This question has been rolling around in my mind for awhile, and there are a few parts to this question. I will need to step through of how I got to these questions.

I have used AI as a tool in my own art pieces before. For example, I have taken a painting I had made more than a decade ago, and used a locally hosted AI to enhance it. The content of the final image is still my original concept, just enhanced with additional details and also make it into a 32:9 ultrawide wallpaper for my monitor.

From that enhanced image, I sent it through my local AI again (different workflow) to generate a depth map, and a normal map. I also separated the foreground, midground, and background.
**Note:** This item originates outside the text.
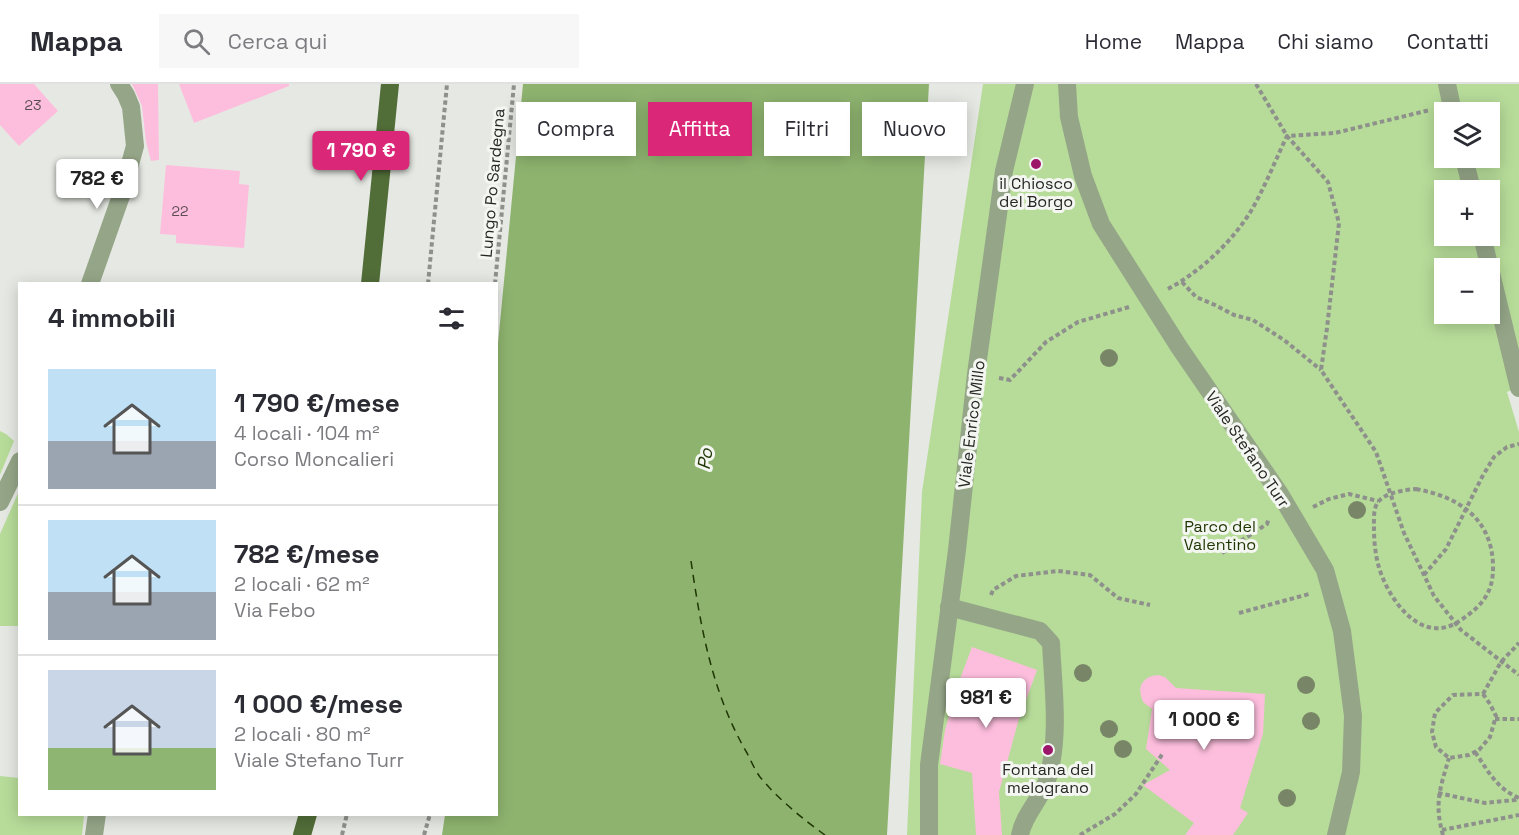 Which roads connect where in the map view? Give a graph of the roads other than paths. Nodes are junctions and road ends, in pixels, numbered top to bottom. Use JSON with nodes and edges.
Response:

Then I took all of that and loaded it into Wallpaper Engine (if you don’t know what that is, it’s an application that can be used to create animated wallpapers). I compiled each of the images proceeded to manually animate, track, and script it to bring the entire thing to life. The end product is something I really enjoy and I even published it on the wallpaper engine steam workshop for others to enjoy as well.

However, with all the AI slop that is being generated endlessly and the stigma that AI has in the art community as a whole, it brought the following questions to mind:

  1. Is the piece that I painted and then used AI to rework, and then manually reworked further, still my art?

  2. One step further, I didn’t build any of the tools to make the original painting, I didn’t create the programming or scripting languages. I didn’t fabricate the PCBs or chipsets that I built my computer with to run all of those tools. The list can go on and on for how many things I use that were not created/generated by me nor would it be possible/feasible to give credit to every single person involved. So, is any artwork that I make actually mine? Or does it belong to the innumerable shoulders of giants of which we all stand upon?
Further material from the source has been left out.